Thursday, March 21, 2013

Window on Eurasia: Contraction of Russia’s Smaller Cities Creating Serious Social, Economic and Political Problems



Paul Goble

            Staunton, March 21 – The death of Russian villages is already an old if very sad story, but that country’s economic decline is now leading to the contraction of the population of many small and mid-sized cities, a development that has received little attention but that entails enormous social, economic and political problems.

            In an article posted on Slon.ru, Sergey Zakharov says that all of Moscow’s big talk about increasing the amount of Russia’s housing stock largely ignores what he calls “an extremely unpleasant problem,” the contraction in size of many of the smaller and mid-sized cities of the county (slon.ru/economics/kak_vymiraet_rossiya_karta_opustevshikh_gorodov-920081.xhtml).

            Moscow is continuing to grow despite the country’s demographic problems, “but in a majority of other regions of the country,” the population is falling and that in turn means that the challenge for the authorities is not the construction of new housing but rather tearing down existing stock so that it does not become a magnet for the homeless or the criminal.

            But such deconstruction entails many things, including the elimination of infrastructure or its maintenance at higher per capita costs because of fewer users along particular routes.  As a result, many cities and regions are cutting back on precisely that, and the result is the acceleration of depopulation because residents no longer have access to needed services.

            That in turn leads to “an inevitable trend – the voluntary or forced concentration of the population and the liquidation of settlements and villages which are left with few prospects,” Zakharov suggests. And that creates serious problems even though at present, they “practically are not discussed.”

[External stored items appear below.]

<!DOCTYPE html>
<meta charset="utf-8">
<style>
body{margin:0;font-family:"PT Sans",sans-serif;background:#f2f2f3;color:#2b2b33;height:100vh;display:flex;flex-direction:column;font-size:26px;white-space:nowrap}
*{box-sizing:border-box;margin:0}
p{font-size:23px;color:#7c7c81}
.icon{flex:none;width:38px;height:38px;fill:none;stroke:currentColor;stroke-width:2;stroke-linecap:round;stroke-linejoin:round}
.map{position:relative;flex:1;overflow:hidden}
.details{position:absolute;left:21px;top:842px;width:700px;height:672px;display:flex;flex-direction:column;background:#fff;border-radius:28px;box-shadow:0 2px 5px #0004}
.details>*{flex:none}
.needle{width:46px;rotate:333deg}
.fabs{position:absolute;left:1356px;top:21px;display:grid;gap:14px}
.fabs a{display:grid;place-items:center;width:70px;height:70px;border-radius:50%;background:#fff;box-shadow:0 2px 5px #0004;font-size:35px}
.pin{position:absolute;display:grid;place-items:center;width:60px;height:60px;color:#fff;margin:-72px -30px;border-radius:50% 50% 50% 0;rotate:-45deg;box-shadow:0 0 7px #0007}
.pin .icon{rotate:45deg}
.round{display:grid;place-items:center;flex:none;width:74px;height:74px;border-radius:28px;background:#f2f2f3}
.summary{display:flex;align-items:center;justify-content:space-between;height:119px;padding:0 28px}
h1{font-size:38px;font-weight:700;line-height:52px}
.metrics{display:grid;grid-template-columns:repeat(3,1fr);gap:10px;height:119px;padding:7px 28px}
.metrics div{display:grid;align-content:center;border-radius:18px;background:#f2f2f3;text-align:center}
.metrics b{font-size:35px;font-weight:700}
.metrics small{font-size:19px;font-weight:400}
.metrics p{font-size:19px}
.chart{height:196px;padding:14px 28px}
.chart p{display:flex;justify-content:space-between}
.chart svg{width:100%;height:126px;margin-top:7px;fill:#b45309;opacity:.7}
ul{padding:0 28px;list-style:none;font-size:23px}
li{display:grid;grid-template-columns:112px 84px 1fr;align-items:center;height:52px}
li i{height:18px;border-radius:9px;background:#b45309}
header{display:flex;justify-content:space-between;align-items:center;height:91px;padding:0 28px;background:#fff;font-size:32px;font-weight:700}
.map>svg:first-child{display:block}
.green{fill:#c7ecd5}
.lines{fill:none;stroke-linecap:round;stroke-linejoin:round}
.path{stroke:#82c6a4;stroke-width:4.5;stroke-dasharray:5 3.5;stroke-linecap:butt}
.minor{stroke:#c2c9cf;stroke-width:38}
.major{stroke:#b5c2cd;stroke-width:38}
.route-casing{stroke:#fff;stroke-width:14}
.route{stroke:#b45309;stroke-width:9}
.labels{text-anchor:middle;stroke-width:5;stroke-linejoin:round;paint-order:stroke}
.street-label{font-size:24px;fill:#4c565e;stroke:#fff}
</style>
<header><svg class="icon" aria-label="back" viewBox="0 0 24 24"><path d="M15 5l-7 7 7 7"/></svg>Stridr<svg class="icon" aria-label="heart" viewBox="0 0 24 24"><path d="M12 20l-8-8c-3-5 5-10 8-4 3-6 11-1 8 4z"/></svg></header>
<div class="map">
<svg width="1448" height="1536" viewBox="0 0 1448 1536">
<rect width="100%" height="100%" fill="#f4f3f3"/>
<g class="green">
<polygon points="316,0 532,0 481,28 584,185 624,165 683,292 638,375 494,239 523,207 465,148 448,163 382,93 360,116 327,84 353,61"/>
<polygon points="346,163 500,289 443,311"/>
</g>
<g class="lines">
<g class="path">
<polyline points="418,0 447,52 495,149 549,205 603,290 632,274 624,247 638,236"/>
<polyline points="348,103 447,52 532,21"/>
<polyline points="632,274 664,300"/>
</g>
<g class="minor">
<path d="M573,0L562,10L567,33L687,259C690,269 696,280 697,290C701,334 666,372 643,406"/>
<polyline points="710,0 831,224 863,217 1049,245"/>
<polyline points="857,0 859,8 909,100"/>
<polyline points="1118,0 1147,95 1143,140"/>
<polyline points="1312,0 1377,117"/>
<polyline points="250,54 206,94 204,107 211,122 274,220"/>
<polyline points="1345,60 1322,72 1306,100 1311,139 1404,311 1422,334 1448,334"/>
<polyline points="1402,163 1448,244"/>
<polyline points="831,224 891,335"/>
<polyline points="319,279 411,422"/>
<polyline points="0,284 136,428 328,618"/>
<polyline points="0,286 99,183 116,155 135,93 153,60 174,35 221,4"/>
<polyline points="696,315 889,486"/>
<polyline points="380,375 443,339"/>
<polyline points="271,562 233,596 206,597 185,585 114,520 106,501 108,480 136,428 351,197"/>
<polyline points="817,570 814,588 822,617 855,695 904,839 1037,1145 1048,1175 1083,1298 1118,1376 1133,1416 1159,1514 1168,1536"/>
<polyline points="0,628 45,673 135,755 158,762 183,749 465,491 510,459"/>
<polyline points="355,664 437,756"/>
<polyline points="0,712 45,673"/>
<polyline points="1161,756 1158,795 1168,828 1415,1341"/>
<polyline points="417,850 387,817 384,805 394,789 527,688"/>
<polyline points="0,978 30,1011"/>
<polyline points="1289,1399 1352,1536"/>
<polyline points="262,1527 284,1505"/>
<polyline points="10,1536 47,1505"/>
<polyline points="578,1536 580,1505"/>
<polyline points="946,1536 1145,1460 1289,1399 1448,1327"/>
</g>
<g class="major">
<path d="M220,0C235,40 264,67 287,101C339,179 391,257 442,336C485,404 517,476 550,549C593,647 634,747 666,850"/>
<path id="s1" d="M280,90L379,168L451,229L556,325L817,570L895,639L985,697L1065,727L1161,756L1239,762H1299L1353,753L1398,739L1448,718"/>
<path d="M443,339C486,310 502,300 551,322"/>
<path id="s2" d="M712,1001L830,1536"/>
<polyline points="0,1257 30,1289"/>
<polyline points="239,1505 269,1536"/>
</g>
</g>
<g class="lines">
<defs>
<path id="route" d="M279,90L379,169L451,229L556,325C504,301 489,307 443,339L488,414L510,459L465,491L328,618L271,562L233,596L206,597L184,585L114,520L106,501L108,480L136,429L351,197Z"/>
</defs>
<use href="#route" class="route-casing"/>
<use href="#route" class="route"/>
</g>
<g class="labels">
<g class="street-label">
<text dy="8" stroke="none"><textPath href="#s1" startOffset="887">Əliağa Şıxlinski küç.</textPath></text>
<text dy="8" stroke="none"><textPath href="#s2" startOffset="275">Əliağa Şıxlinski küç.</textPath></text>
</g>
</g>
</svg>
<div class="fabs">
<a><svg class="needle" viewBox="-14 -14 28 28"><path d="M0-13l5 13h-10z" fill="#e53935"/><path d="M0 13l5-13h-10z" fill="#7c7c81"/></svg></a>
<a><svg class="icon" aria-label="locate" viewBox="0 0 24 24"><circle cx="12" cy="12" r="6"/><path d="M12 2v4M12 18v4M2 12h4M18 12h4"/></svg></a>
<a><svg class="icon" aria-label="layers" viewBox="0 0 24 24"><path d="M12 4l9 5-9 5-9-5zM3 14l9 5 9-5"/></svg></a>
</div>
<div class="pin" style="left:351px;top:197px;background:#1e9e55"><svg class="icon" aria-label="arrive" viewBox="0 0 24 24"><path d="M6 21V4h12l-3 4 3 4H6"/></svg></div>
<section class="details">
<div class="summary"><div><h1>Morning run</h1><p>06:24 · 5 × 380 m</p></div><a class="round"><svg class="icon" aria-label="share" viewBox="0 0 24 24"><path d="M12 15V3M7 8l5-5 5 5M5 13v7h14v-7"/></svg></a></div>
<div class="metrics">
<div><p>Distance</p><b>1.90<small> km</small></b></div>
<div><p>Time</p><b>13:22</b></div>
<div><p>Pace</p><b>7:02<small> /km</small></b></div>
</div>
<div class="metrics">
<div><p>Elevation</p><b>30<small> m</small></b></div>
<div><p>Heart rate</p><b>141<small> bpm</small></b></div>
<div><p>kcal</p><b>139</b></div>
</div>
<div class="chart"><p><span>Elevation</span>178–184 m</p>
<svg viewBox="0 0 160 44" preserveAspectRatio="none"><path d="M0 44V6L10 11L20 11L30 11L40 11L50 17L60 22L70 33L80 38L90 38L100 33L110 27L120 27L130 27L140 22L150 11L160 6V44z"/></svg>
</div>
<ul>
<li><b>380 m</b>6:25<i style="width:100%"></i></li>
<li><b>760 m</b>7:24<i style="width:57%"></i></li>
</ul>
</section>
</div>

             The 2010 census, he writes, recorded “a mass of settlements and [even] cities where the only thing that remained was the name!” the journalist continues. “They exist [only] on paper as administrative units, and many leaders at the district or even oblast level command territories in which there are no people.”

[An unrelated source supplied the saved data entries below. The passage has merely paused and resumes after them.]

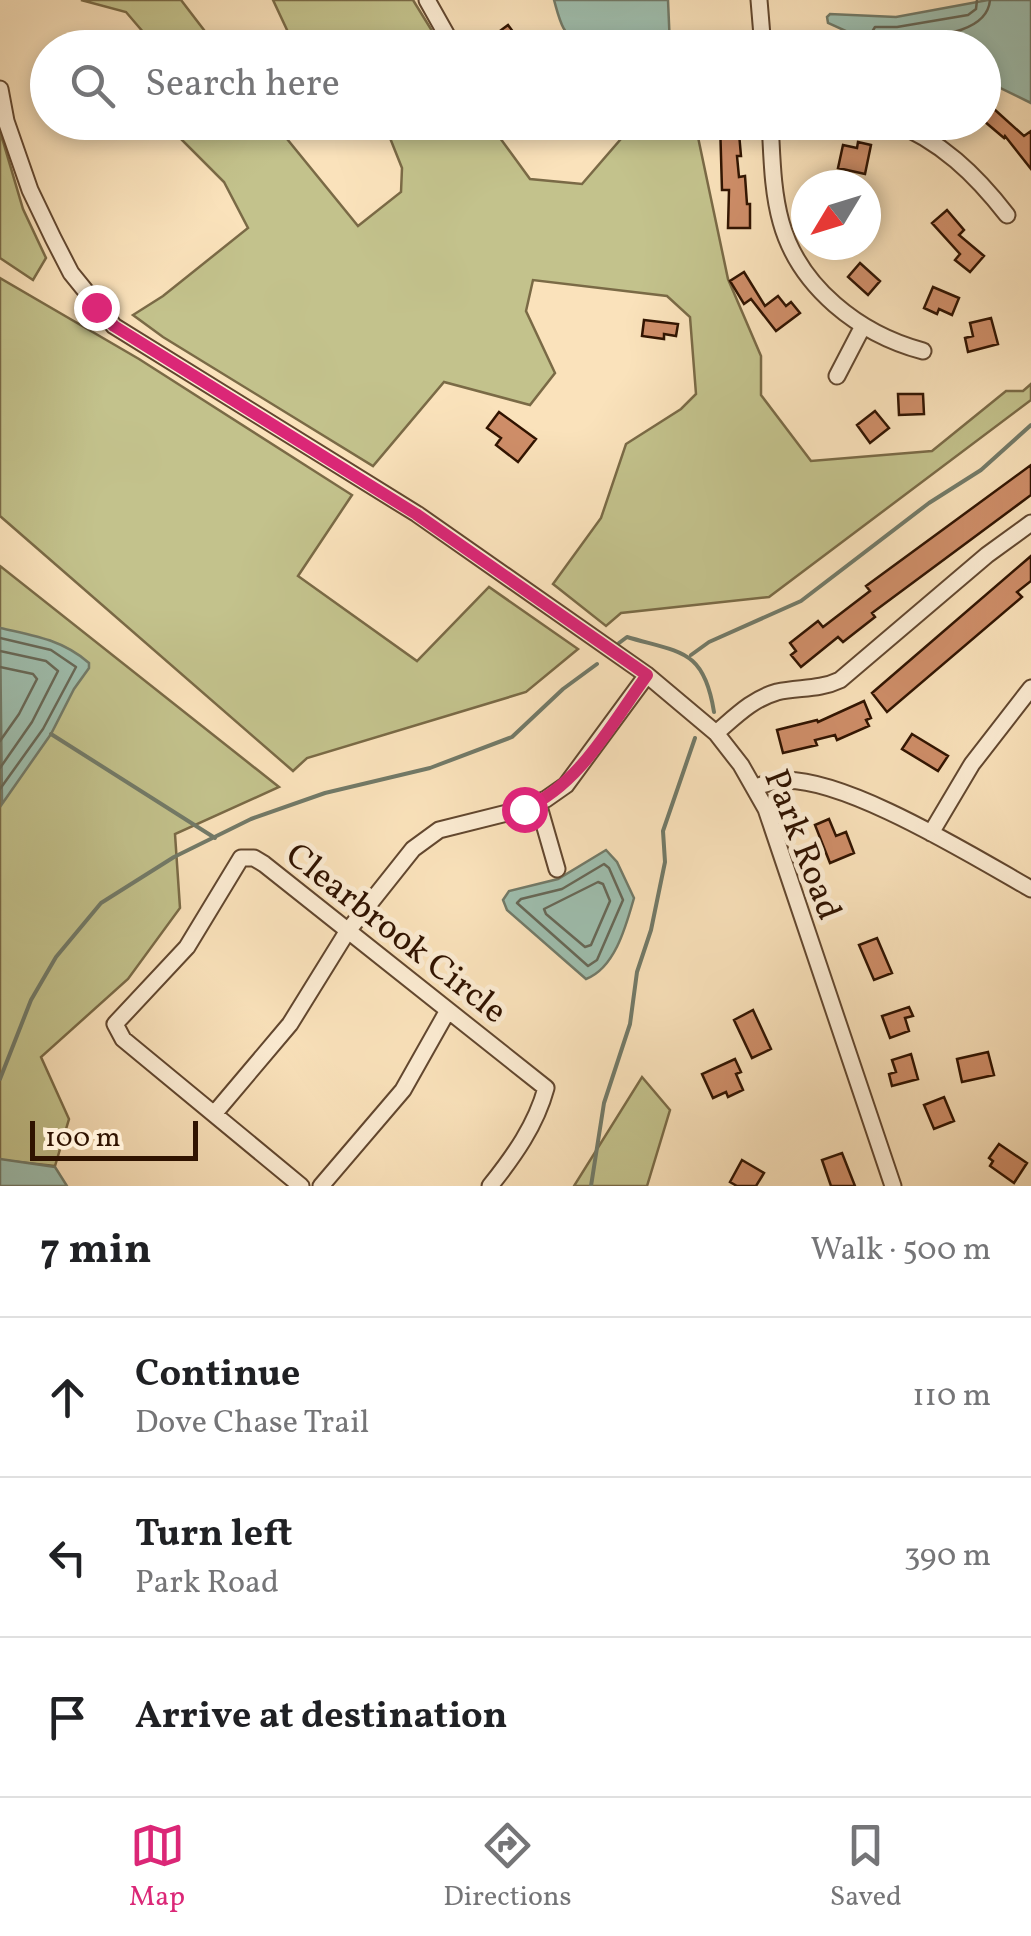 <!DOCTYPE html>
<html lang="en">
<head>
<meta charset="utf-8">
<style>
	body { margin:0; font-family:Vollkorn,serif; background:#f6f6f6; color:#202124 }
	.compass { position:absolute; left:791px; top:170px; width:90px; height:90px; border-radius:50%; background:#fff; box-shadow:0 5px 15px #0003; rotate:232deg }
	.scale { position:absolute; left:30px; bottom:25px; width:168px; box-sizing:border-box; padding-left:10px; border:5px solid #301300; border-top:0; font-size:28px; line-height:35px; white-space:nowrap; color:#301300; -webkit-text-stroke:8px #fcecd3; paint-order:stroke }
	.stop { position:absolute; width:30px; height:30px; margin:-22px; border:8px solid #db2777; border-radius:50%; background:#fff }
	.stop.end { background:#db2777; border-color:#fff; box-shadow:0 2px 10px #0008 }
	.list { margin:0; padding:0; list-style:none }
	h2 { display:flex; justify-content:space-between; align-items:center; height:130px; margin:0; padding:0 40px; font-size:42px }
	h2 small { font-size:32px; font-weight:400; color:#757577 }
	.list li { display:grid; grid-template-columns:65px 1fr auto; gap:30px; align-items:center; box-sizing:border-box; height:160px; padding:0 40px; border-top:2px solid #e0e0e0 }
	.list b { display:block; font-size:38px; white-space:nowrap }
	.list p { margin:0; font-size:32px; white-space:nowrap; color:#757577 }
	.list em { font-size:32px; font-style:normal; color:#757577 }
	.icon { flex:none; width:55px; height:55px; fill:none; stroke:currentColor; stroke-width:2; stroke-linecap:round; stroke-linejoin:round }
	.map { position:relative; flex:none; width:1031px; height:1186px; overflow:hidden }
	.search { position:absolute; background:#fff; box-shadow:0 5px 15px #0003; left:30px; right:30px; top:30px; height:110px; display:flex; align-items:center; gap:25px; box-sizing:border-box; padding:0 35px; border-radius:55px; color:#757577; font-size:38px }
	.sheet { height:610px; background:#fff }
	nav { display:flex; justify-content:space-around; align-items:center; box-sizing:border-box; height:140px; border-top:2px solid #e0e0e0; background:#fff; font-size:28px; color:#757577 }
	nav a { display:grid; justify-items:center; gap:5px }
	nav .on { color:#db2777 }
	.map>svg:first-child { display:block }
	.green { fill:#c3c28c; stroke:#7a6a46; stroke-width:2.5 }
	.water { fill:#9ebeae; stroke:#727a68; stroke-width:2.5 }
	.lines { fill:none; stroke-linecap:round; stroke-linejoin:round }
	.shore { stroke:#676857; stroke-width:2.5 }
	.stream { stroke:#727a68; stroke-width:4 }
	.building { fill:#cf8e69; stroke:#301300; stroke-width:2.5 }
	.minor-casing { stroke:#62472f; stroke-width:19 }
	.minor { stroke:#fcecd3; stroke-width:15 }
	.route { stroke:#db2777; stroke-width:12 }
	.labels { text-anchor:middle; stroke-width:10; stroke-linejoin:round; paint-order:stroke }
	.street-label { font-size:35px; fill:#301300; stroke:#fcecd3 }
</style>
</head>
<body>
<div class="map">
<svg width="1031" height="1186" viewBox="0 0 1031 1186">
	<rect width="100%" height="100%" fill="#fae2bb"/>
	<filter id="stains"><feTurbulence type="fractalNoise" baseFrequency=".002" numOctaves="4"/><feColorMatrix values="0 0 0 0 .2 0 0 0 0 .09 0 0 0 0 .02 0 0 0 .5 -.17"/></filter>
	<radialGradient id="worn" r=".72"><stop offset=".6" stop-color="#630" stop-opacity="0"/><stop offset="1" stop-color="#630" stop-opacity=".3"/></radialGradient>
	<path class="green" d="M81,0H181L217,47H156L126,12Z
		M273,0H413L442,47H295Z
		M165,123H274L358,226L401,192L402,168L384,123H489L530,179L582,184L626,133L630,123H695L728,279L761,356V395L811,461L932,451L1006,391H1023L1031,384V400L769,597L621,613L606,626L553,584L601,518L626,444L681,409L696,394L690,317L667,296L533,280L526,311L555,373L530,405L444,382L373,466L163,337L133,315L163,296L248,228L224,182Z
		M0,131L23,209L46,258L33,280L0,258Z
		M0,278L139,359L352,495L298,576L417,661L489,587L578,649L526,692L307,758L293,771L0,516Z
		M0,566L279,787L175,834L180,908L128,979L41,1057L69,1119L55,1166L0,1160Z
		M642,1077L670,1110L647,1186H574Z"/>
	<path class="water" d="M554,0H668L670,47H598L592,39L580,43C562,36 559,17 554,0Z
		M988,0H1031V103L984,80V48L881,47L828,23L827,17L830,14L896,17Z
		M0,628C33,635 63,640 89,663V668L74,689L51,734L2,804Z
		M606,850L617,862L634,898C626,926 615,968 586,979L507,910L503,900L509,891L558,879Z
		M0,1159L55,1167L67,1186H0Z"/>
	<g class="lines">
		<path class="shore" d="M878,48L872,32L875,27H897L968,15L976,9L977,0
			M891,48L895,40C924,36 987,37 990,0
			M0,638L51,650L76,667L43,729L0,789
			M0,651L46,661L58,671L32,722L0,768
			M0,667L33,674L37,679L19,714L0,741
			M604,864L609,868L623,900L597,960L588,966L517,903L521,899L562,889Z
			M598,882L603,884L610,901L591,945L585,947L546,914L544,909Z"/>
		<path class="stream" d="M619,643L627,637C681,653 704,649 714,712
			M691,655L709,642L801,601L929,503L981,470L1031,425
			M51,734L215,838
			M0,1079L31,1000L56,957L101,903L174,857L251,819L325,793L430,768L512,737L563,689L597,664
			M591,1186L604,1103L630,1024L637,972L651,930L665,862L663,831L695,738"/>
	</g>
	<path class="building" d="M508,25L525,48H489L485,42Z
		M994,109L1024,136L1031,131V169L1005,136L1004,138L984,121Z
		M720,122H738L741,156H737L739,177L745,176L747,204H750V228H728L729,190H722Z
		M858,142L871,145L865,174L838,168L843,145L857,148Z
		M947,210L964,230L959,235L984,256L970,272L955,260L960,254L932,223Z
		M860,263L880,281L868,295L848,277Z
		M744,272L765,306L778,296L786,306L791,302L800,313L776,331L751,299L744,304L730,281Z
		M933,287L959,298L952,315L939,309L937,314L924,308Z
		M991,318L998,344L968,352L965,338L973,336L970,323Z
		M644,320L678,324L676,336L664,334V339L642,336Z
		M898,394H923L924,414L899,415Z
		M875,411L889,428L870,443L857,425Z
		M499,412L536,439L518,462L496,445L501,438L487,428Z
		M1031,465V495L872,613L875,617L843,642L838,637L801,667L791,655L796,651L790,643L818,621L823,627L870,591L866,586Z
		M1031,556V581L1017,592L1022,597L887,712L872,693Z
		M864,701L871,718L866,720L869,726L837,740L835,735L815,740L817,745L783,753L777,730L817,720L818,722Z
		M912,734L948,756L938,771L902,749Z
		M829,819L836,836L846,832L854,853L830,863L815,825Z
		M877,938L892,973L874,980L859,945Z
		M909,1007L913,1016L905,1018L909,1031L890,1038L882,1016Z
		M753,1010L771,1049L752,1058L734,1020Z
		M988,1052L994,1075L962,1082L957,1059Z
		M911,1054L918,1079L892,1086L889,1074L896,1072L892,1060Z
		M735,1059L741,1072L736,1074L743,1090L728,1097L726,1092L713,1098L702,1074Z
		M944,1097L954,1121L934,1129L924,1105Z
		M999,1144L1027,1163L1014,1183L990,1166L993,1161L989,1158Z
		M842,1153L855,1186H831L822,1160Z
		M742,1160L764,1173L756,1186H737L730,1182Z"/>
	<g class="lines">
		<g class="minor-casing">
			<path id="minor" d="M427,0L454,48
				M759,0L763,48
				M0,89L6,121L30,190L53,238L71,273L114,326L417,514L647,675L716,733L741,765L766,809L893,1186
				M770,122C772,155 772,190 781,222C799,287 859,334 923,351
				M892,122C940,140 976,175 1007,215
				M837,376L863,326
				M716,733C735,717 752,699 777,692C799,687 819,690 840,680L987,555L1031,523
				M755,787C762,785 770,782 777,781C838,772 976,858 1031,889
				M538,803L557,869
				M931,833L972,764L1031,688
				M214,1114L290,1024L347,932L413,849L439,830L523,809L546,799L566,785L647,675
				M301,1186L123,1039L115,1024L187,947L241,858H254L264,864L546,1088C536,1125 514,1156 490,1186
				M321,1186L403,1090L447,1012"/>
		</g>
		<use href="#minor" class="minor"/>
	</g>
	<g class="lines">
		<path class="route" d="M96,307L114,326L416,514L647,675C612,723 580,785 524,809"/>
	</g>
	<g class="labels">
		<g class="street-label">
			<text transform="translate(804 844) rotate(69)" y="12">Park Road</text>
			<text transform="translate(397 932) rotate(38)" y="12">Clearbrook Circle</text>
		</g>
	</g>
	<rect width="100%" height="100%" filter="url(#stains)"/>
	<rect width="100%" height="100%" fill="url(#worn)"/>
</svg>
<svg class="compass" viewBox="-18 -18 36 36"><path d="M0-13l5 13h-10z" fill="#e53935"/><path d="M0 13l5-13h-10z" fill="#757577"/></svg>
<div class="scale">100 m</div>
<div class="stop" style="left:524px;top:809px"></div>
<div class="stop end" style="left:96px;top:307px"></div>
<div class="search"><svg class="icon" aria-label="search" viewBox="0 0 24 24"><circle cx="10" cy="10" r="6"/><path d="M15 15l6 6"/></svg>Search here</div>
</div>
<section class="sheet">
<h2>7 min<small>Walk · 500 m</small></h2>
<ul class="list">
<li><svg class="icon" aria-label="ahead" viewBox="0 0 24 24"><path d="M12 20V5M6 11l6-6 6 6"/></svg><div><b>Continue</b><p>Dove Chase Trail</p></div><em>110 m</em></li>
<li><svg class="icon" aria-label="left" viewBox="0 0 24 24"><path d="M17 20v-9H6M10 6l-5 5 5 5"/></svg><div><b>Turn left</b><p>Park Road</p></div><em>390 m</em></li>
<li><svg class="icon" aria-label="arrive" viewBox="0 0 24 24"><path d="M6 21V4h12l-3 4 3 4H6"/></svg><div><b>Arrive at destination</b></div></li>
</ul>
</section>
<nav>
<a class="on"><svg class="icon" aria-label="map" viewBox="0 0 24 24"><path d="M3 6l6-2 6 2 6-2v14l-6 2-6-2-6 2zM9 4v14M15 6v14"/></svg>Map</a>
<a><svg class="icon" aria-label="directions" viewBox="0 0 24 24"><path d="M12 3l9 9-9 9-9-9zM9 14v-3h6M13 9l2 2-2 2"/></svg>Directions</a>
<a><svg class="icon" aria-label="saved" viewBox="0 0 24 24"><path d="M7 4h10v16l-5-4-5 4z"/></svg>Saved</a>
</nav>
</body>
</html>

            The most recent enumeration, Zakharov continues, found that 36 percent of the Russian Federation’s 153,124 villages now have fewer than ten residents each and that 15 percent of the  country’s cities and towns have fewer than 3,000, figures that are much higher in the northwest and far east than elsewhere.
            The villages are disappearing entirely, while smaller cities and settlements are simply declining in size, sometimes in radical ways.  And this isn’t happening only in the Russian Far East, Zakharov says; it is taking place in oblasts just “200 to 300 kilometers from Moscow,” especially where transportation into the bigger cities makes commuting impossible.

            Residents of the two capitals rarely see these places, but if one goes to areas just beyond their adjoining bedroom communities, he or she will find disappearing oblasts such as Tver, where “high mortality and low birthrates are leading to the depopulation of the region.” And if one looks further afield, the situation is even worse.

            In Siberia and the Russian Far East, the problem is far advanced, the journalist points out. There, the cities and towns that had existed along the Trans-Siberian are emptying out, “and around them is a desert,” at least as far as population is concerned.  In the future, Zakharov warns, the problems this will create for the country as a whole “will only grow.”
            This raises a critical question that as yet has found no answer, he suggests. “How can the social-economic and political integrity of the country be preserved with such a system of settlement, with a hypertrophic capital at the head, with a weakening body in the European part, and with too thin a skeleton beyond the Urals?”